Hospitals across Nigeria are bracing for disruption as the National Association of Nigeria Nurses and Midwives – Federal Health Institutions Sector (NANNM-FHI) launched a nationwide warning strike on Wednesday, July 31, 2025, after the expiration of a 15-day ultimatum issued on July 14. The strike, expected to last seven days, comes despite last-minute appeals by the Federal Government to avert the action.
Nurses across federal health institutions are demanding a comprehensive overhaul of their welfare package, citing poor pay, lack of structured allowances, and severe understaffing. The union says it has exhausted all channels of dialogue with the government, accusing authorities of non-responsiveness and neglect. “There has been no communication from the government,” said National Chairman Morakinyo Rilwan. “They had more than enough time.”
Among the nurses’ demands are the upward review of shift and uniform allowances, implementation of a distinct salary structure for nurses, increased core duty allowance, mass recruitment to tackle brain drain, and the creation of a dedicated nursing department within the Federal Ministry of Health.
Rilwan emphasized that the strike was not imposed by union executives but was demanded by a frustrated membership across Nigeria’s healthcare system. “This action is a collective cry. It is not something the leadership initiated; our members have had enough,” he stated during a press briefing in Abuja on Tuesday.

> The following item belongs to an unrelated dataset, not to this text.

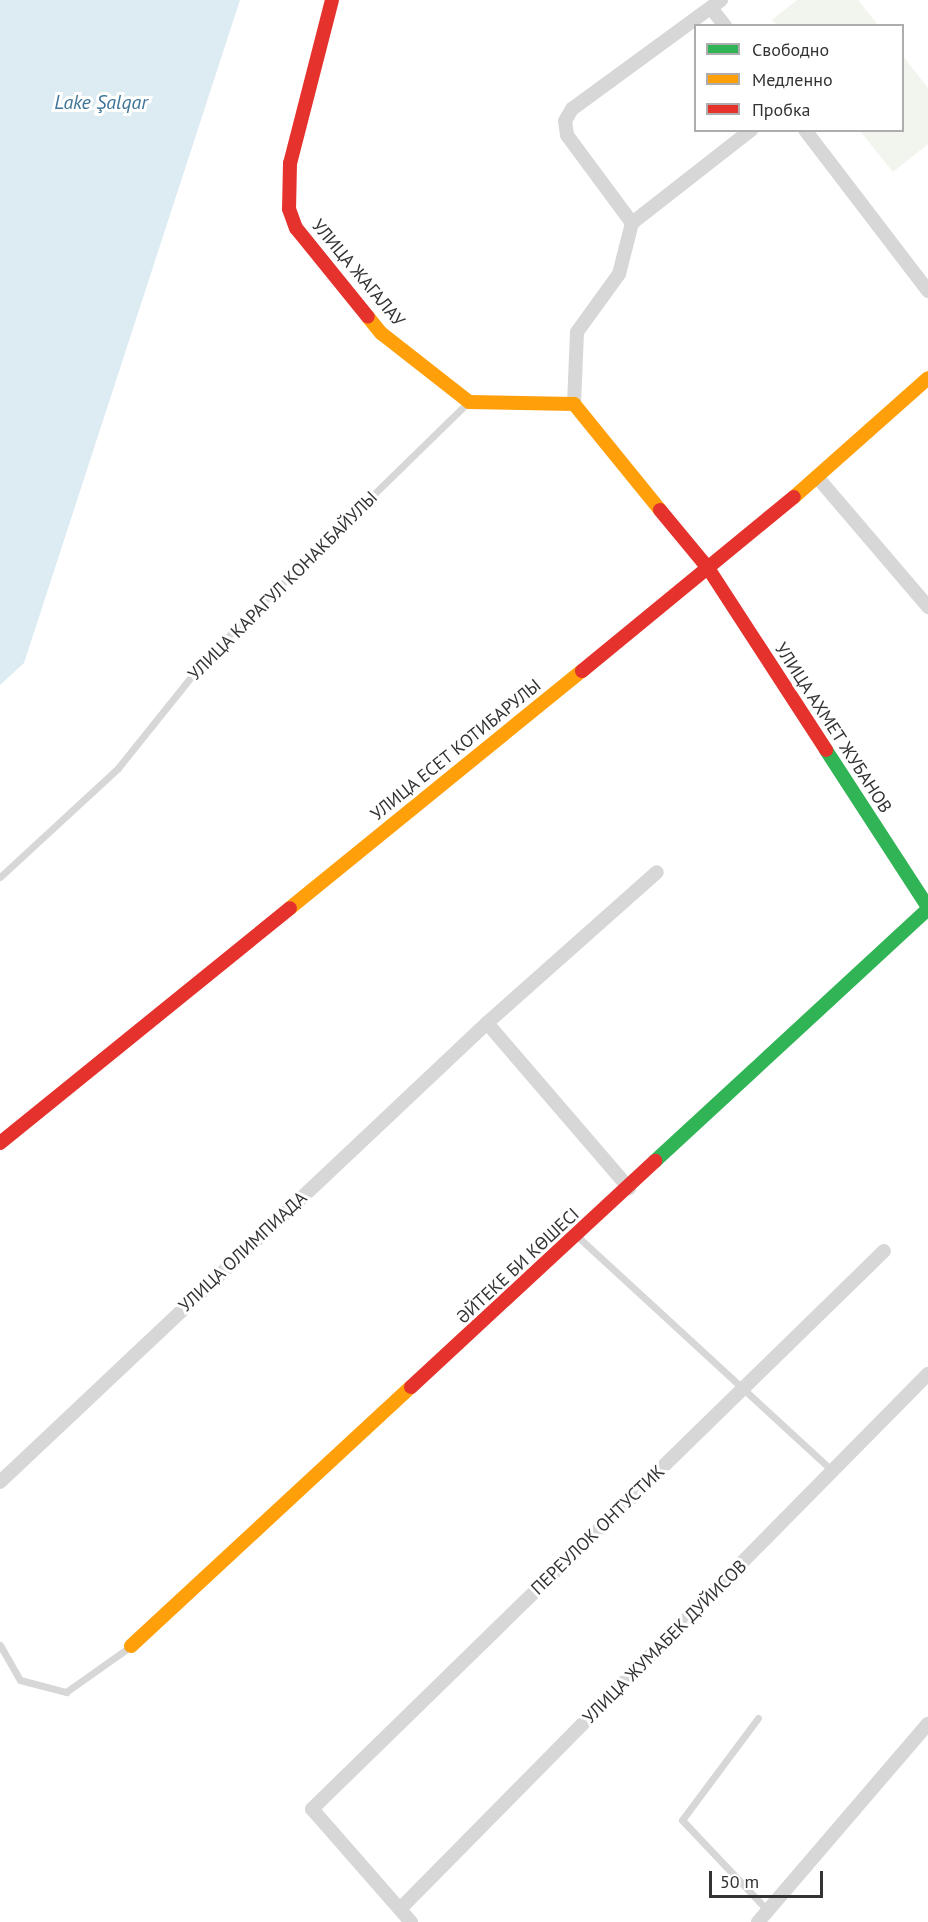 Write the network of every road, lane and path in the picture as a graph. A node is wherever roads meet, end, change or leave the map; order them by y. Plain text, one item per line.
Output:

The union has dismissed the Federal Government’s usual “no work, no pay” threat as ineffective, arguing that nurses are already overworked and underpaid. “They are ready to make that sacrifice because what they earn is already barely enough for survival,” Rilwan said. “Nurses will not be blackmailed into silence.”
This strike follows months of escalating tension between the union and the Ministry of Health. While the government has claimed it is working on a phased response to health sector reforms, frontline workers say they have seen no meaningful engagement or policy shift.
The warning strike is scheduled to end on August 5, 2025, with the union threatening to escalate the action into a full-blown indefinite strike if no concrete steps are taken before then. Already, patients in federal hospitals are experiencing reduced services, with critical wards running skeletal operations as nurses withdraw in protest.